Axel:I see you found me.
Me:Took a minute. Why AX?
Axel:Axel. Ax. You don’t get it?
Me:Are you American?
Axel:No. Y?
Me:Technically speaking, ax and axe are both correct, but usually British-English-speaking countries, like Canada, prefer to spell it a-x-e.
The three dots appear and disappear, on and off, for a few minutes.
Axel:Sorry. Your last message put me to sleep.

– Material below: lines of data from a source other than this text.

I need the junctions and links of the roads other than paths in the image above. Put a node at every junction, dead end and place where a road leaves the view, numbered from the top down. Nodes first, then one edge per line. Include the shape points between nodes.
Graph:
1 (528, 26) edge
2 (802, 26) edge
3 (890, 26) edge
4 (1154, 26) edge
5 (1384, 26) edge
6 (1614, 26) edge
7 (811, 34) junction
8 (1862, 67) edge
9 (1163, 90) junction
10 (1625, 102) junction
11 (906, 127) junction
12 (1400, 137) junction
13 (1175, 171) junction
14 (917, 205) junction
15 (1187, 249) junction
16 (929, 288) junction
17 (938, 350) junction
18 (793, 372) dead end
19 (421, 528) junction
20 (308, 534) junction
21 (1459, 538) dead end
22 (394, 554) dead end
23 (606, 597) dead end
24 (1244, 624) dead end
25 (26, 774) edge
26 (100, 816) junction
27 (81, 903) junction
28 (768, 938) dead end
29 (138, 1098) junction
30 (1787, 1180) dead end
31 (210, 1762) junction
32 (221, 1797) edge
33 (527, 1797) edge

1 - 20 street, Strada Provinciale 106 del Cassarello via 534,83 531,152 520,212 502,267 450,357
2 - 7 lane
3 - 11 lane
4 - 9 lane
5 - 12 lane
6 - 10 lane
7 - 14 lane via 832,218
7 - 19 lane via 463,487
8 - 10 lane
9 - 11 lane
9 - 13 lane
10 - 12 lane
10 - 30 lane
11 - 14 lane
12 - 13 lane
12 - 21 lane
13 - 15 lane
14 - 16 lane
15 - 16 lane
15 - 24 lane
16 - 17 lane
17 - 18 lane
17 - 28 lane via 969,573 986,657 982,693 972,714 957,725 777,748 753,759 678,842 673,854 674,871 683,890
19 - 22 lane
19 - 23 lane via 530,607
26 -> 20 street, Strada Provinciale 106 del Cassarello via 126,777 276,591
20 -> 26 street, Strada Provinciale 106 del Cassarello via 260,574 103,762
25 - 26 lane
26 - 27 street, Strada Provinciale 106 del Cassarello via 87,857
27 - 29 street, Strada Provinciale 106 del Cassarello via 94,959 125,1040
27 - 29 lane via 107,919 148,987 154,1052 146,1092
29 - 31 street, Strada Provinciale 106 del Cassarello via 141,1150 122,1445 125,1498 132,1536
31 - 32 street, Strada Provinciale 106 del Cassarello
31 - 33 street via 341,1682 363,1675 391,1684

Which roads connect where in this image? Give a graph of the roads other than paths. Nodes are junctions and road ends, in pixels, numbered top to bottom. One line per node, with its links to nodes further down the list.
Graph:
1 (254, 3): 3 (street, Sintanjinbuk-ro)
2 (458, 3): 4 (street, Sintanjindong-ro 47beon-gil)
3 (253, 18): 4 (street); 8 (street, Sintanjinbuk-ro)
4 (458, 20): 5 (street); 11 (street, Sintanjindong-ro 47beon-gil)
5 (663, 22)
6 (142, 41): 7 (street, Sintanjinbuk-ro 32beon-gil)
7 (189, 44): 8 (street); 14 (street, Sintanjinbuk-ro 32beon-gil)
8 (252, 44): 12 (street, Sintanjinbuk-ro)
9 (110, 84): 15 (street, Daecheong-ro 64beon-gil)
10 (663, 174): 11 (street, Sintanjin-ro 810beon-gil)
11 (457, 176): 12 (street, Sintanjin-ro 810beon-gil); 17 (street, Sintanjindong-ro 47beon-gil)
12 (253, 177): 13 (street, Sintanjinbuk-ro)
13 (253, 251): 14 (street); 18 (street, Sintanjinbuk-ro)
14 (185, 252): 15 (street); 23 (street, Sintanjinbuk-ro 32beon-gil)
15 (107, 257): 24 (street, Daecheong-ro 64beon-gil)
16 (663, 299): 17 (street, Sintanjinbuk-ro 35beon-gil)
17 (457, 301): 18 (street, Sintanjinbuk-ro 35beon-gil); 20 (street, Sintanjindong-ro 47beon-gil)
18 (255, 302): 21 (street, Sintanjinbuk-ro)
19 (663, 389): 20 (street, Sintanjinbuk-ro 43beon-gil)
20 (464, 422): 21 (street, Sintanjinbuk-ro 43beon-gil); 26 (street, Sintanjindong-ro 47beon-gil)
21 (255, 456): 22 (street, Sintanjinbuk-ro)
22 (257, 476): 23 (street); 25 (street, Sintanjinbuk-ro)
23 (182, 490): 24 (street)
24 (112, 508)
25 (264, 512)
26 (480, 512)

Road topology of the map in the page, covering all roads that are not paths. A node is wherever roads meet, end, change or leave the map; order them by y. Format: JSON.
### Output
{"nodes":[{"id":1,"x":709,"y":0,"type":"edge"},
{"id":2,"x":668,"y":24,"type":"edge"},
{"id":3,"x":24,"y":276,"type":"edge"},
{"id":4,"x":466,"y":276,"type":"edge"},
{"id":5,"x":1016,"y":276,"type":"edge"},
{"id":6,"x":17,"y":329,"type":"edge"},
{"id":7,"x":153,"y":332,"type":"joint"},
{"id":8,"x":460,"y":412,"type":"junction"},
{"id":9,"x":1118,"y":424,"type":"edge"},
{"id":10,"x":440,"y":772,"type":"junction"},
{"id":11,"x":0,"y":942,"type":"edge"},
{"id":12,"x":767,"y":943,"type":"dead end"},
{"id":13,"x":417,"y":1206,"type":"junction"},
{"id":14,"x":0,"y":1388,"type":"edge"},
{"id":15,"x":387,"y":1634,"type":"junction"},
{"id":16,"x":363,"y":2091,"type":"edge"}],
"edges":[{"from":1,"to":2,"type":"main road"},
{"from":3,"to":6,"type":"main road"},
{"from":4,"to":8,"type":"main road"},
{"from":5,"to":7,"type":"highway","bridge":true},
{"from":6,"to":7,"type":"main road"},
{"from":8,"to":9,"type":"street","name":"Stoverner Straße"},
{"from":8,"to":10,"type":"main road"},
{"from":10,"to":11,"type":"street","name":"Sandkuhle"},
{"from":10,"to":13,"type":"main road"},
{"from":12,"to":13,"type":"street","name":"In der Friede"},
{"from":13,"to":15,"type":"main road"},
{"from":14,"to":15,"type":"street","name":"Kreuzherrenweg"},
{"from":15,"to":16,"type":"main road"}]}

Me:Just be happy I didn’t use this as an opportunity to school you on all the axe idioms.
Axel:Maybe another time. So when do you want to meet up?
Me:Meet up?
Axel:If we want to make this thing believable, there should be a picture on the gram of the both of us. A couple selfie. And a hashtag.
Me:I have a question.
Axel:Yaaaas?
Me:Why are you so down to do this for me? For all you know, I could be a miscreant.
The three dots appear and disappear again.
Me:Corrupt. Evil.
Axel:A low-down dirty scoundrel?
Me:Yes. Wait. Are you mocking me? It’s hard to tell over text. I also don’t know you well enough to know if this is how you tell jokes or if maybe you’re just being oppugnant.
Axel:???
Me:It means combative or antagonistic.
Axel:I’m sorry. When did this become an English lesson?
Me:Words are kind of my thing. Especially homographs. They’re words that are spelled the same but have multiple meanings.
Axel:Is this how you won Ben over?
Me:No. My dad and I used to quiz each other on them. I guess it’s just a habit I’ve picked up and haven’t let go of yet.
Axel:Your dad doesn’t play along anymore?
Me:Kind of hard to since he’s not in the picture.
Axel:Sorry.
Me:It’s fine. Are you going to answer my question now?
Axel:I’m new. I don’t know anyone. But I don’t see how it could hurt to show up hand in hand with a senior babe on the first day of school.